Lines from the entries below that hold "Elton" form the answer; copy all of them.

**Recorded information**
☆ ☆ ☆

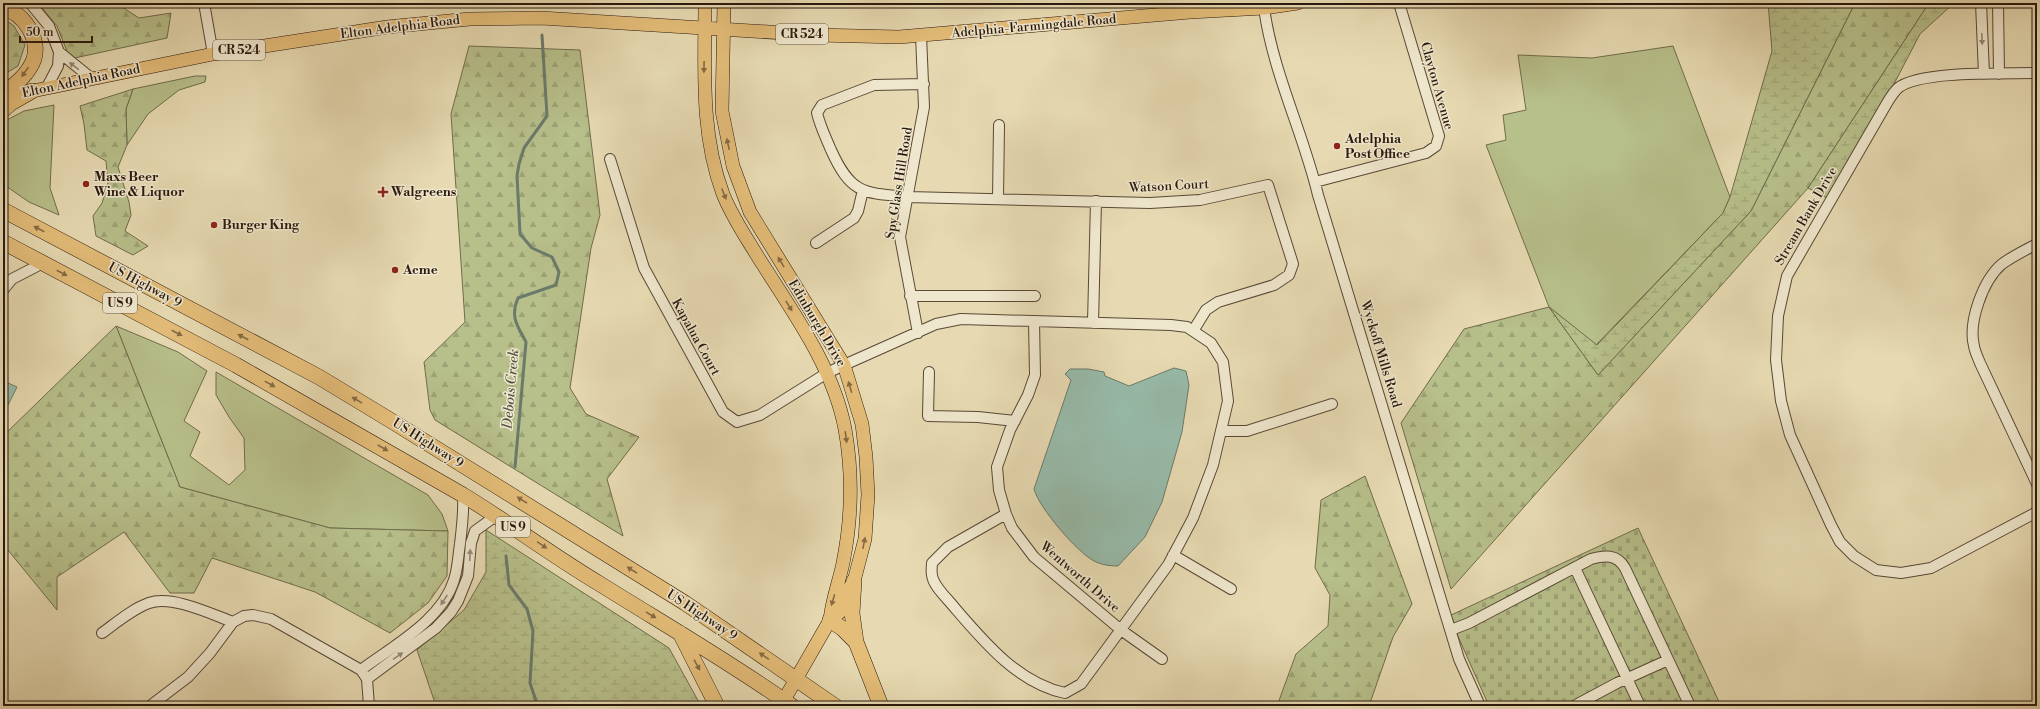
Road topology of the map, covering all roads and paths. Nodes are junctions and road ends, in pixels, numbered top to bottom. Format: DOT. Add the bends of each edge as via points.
graph roads {
  1 [pos="30,3"];
  2 [pos="204,3"];
  3 [pos="705,3"];
  4 [pos="724,3"];
  5 [pos="1298,3"];
  6 [pos="1400,3"];
  7 [pos="1981,3"];
  8 [pos="1998,3"];
  9 [pos="3,8"];
  10 [pos="1264,8"];
  11 [pos="705,28"];
  12 [pos="724,28"];
  13 [pos="920,35"];
  14 [pos="899,37"];
  15 [pos="59,52"];
  16 [pos="214,54"];
  17 [pos="2037,73"];
  18 [pos="1984,74"];
  19 [pos="1999,74"];
  20 [pos="91,78"];
  21 [pos="924,84"];
  22 [pos="47,88"];
  23 [pos="32,90"];
  24 [pos="3,93"];
  25 [pos="3,98"];
  26 [pos="3,110"];
  27 [pos="999,125"];
  28 [pos="610,159"];
  29 [pos="1315,182"];
  30 [pos="863,190"];
  31 [pos="908,197"];
  32 [pos="998,199"];
  33 [pos="1096,201"];
  34 [pos="5,208"];
  35 [pos="3,242"];
  36 [pos="816,243"];
  37 [pos="2037,244"];
  38 [pos="43,263"];
  39 [pos="3,290"];
  40 [pos="910,296"];
  41 [pos="1035,296"];
  42 [pos="1034,321"];
  43 [pos="1093,323"];
  44 [pos="1193,331"];
  45 [pos="918,333"];
  46 [pos="844,365"];
  47 [pos="929,372"];
  48 [pos="828,373"];
  49 [pos="1332,404"];
  50 [pos="1015,421"];
  51 [pos="1221,431"];
  52 [pos="2037,484"];
  53 [pos="463,495"];
  54 [pos="2037,512"];
  55 [pos="1006,514"];
  56 [pos="496,515"];
  57 [pos="1174,555"];
  58 [pos="1575,568"];
  59 [pos="854,581"];
  60 [pos="1231,588"];
  61 [pos="830,620"];
  62 [pos="233,622"];
  63 [pos="417,628"];
  64 [pos="1121,630"];
  65 [pos="1451,630"];
  66 [pos="678,631"];
  67 [pos="102,633"];
  68 [pos="424,637"];
  69 [pos="856,642"];
  70 [pos="1162,659"];
  71 [pos="1668,660"];
  72 [pos="361,670"];
  73 [pos="796,678"];
  74 [pos="1627,679"];
  75 [pos="367,680"];
  76 [pos="785,704"];
  77 [pos="150,706"];
  78 [pos="369,706"];
  79 [pos="717,706"];
  80 [pos="835,706"];
  81 [pos="881,706"];
  82 [pos="1480,706"];
  83 [pos="1574,706"];
  84 [pos="1640,706"];
  85 [pos="1690,706"];
  1 -- 15 [label="street" via="49,26"];
  2 -- 16 [label="street"];
  3 -- 11 [label="main road, Edinburgh Drive"];
  4 -- 12 [label="main road, Edinburgh Drive"];
  5 -- 10 [label="main road, CR 524"];
  6 -- 29 [label="street, Clayton Avenue" via="1439,136 1436,146 1426,153"];
  7 -- 18 [label="street, one-way"];
  8 -- 19 [label="street"];
  9 -- 24 [label="highway, one-way" via="21,16 29,28 34,43 34,58 25,73"];
  10 -- 13 [label="main road, Adelphia-Farmingdale Road / CR 524"];
  10 -- 29 [label="street, Wyckoff Mills Road" via="1274,59"];
  11 -- 12 [label="main road, Elton Adelphia Road / CR 524"];
  11 -- 16 [label="main road, Elton Adelphia Road / CR 524" via="541,18 470,19 386,27"];
  11 -- 48 [label="main road, Edinburgh Drive, one-way" via="704,87 707,125 716,172 724,195 735,220"];
  12 -- 14 [label="main road, Elton Adelphia Road / CR 524" via="817,35"];
  46 -- 12 [label="main road, Edinburgh Drive, one-way" via="750,212 733,166 722,111"];
  13 -- 14 [label="main road, Adelphia-Farmingdale Road / CR 524"];
  13 -- 21 [label="street, Spy Glass Hill Road"];
  20 -- 15 [label="street, one-way"];
  15 -- 22 [label="street" via="58,66"];
  16 -- 20 [label="main road, Elton Adelphia Road / CR 524"];
  17 -- 19 [label="street, Stream Bank Drive"];
  18 -- 19 [label="street, Stream Bank Drive"];
  18 -- 54 [label="street, Stream Bank Drive" via="1916,80 1898,88 1887,103 1787,276 1777,323 1776,360 1780,401 1790,435 1830,525 1840,542 1854,556 1876,570 1901,573 1931,568"];
  20 -- 22 [label="main road, Elton Adelphia Road / CR 524"];
  21 -- 30 [label="street" via="874,85 822,105 817,113 840,170 855,187"];
  21 -- 31 [label="street, Spy Glass Hill Road" via="924,107"];
  22 -- 23 [label="main road, Elton Adelphia Road / CR 524"];
  23 -- 25 [label="main road, Elton Adelphia Road / CR 524"];
  23 -- 26 [label="highway"];
  27 -- 32 [label="street"];
  28 -- 48 [label="street, Kapalua Court" via="644,268 723,412 737,422 760,415"];
  29 -- 65 [label="street, Wyckoff Mills Road"];
  30 -- 31 [label="street, Watson Court" via="871,194"];
  30 -- 36 [label="street" via="854,218"];
  31 -- 32 [label="street, Watson Court"];
  31 -- 40 [label="street, Spy Glass Hill Road" via="900,237"];
  32 -- 33 [label="street, Watson Court"];
  33 -- 43 [label="street"];
  33 -- 44 [label="street, Watson Court" via="1150,203 1200,200 1268,185 1293,264 1289,275 1274,285 1212,306 1206,310"];
  73 -- 34 [label="highway, US Highway 9 / US 9, one-way" via="691,607 351,396"];
  35 -- 38 [label="highway, US Highway 9 / US 9"];
  37 -- 52 [label="street" via="2002,265 1994,274 1979,301 1973,324 1974,345 1980,363"];
  38 -- 39 [label="street" via="12,279"];
  38 -- 53 [label="highway, US Highway 9 / US 9, one-way" via="250,372"];
  40 -- 41 [label="street"];
  40 -- 45 [label="street, Spy Glass Hill Road"];
  42 -- 43 [label="street, Wentworth Drive"];
  42 -- 45 [label="street, Wentworth Drive" via="961,319 936,324"];
  42 -- 50 [label="street, Wentworth Drive" via="1035,375"];
  43 -- 44 [label="street, Wentworth Drive" via="1171,325 1187,327"];
  44 -- 51 [label="street, Wentworth Drive" via="1211,343 1223,362 1228,401"];
  45 -- 46 [label="street, Wentworth Drive"];
  46 -- 48 [label="street, Wentworth Drive"];
  59 -- 46 [label="main road, Edinburgh Drive, one-way" via="865,539 868,495 862,424"];
  47 -- 50 [label="street" via="928,416"];
  48 -- 61 [label="main road, Edinburgh Drive, one-way" via="844,427 851,497 847,540"];
  49 -- 51 [label="street" via="1247,431"];
  50 -- 55 [label="street, Wentworth Drive" via="998,468 999,490"];
  51 -- 57 [label="street, Wentworth Drive" via="1213,465 1193,518"];
  53 -- 56 [label="highway, US Highway 9 / US 9"];
  53 -- 63 [label="street, one-way" via="463,525 458,569 454,581 440,607"];
  55 -- 64 [label="street, Wentworth Drive" via="1012,528 1034,557"];
  55 -- 64 [label="street" via="948,547 932,563 932,576 939,589 988,647 1029,678 1049,689 1066,692 1081,684"];
  56 -- 66 [label="highway, US Highway 9 / US 9, one-way" via="599,584"];
  68 -- 56 [label="street, one-way" via="443,621 461,595 468,576 471,543 476,528"];
  57 -- 60 [label="street"];
  57 -- 64 [label="street, Wentworth Drive"];
  58 -- 65 [label="street"];
  58 -- 71 [label="street" via="1601,557 1613,557 1623,564"];
  58 -- 74 [label="street"];
  59 -- 61 [label="main road, Edinburgh Drive" via="840,612"];
  59 -- 69 [label="highway" via="852,613"];
  61 -- 69 [label="highway"];
  61 -- 73 [label="main road, Edinburgh Drive"];
  62 -- 67 [label="street" via="181,604 158,601 134,611"];
  62 -- 72 [label="street" via="244,616 271,618"];
  62 -- 77 [label="street" via="188,677"];
  63 -- 68 [label="street"];
  63 -- 72 [label="street"];
  64 -- 70 [label="street"];
  65 -- 82 [label="street, Wyckoff Mills Road" via="1459,659"];
  66 -- 76 [label="highway, US Highway 9 / US 9"];
  66 -- 79 [label="highway, one-way"];
  75 -- 68 [label="street, one-way"];
  69 -- 81 [label="highway"];
  71 -- 74 [label="street"];
  71 -- 85 [label="street"];
  72 -- 75 [label="street"];
  73 -- 76 [label="main road, Edinburgh Drive"];
  73 -- 80 [label="highway, US Highway 9 / US 9"];
  74 -- 83 [label="street"];
  74 -- 84 [label="street"];
  75 -- 78 [label="street"];
}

☆ ☆ ☆

**Exercise answer**
  11 -- 12 [label="main road, Elton Adelphia Road / CR 524"];
  11 -- 16 [label="main road, Elton Adelphia Road / CR 524" via="541,18 470,19 386,27"];
  12 -- 14 [label="main road, Elton Adelphia Road / CR 524" via="817,35"];
  16 -- 20 [label="main road, Elton Adelphia Road / CR 524"];
  20 -- 22 [label="main road, Elton Adelphia Road / CR 524"];
  22 -- 23 [label="main road, Elton Adelphia Road / CR 524"];
  23 -- 25 [label="main road, Elton Adelphia Road / CR 524"];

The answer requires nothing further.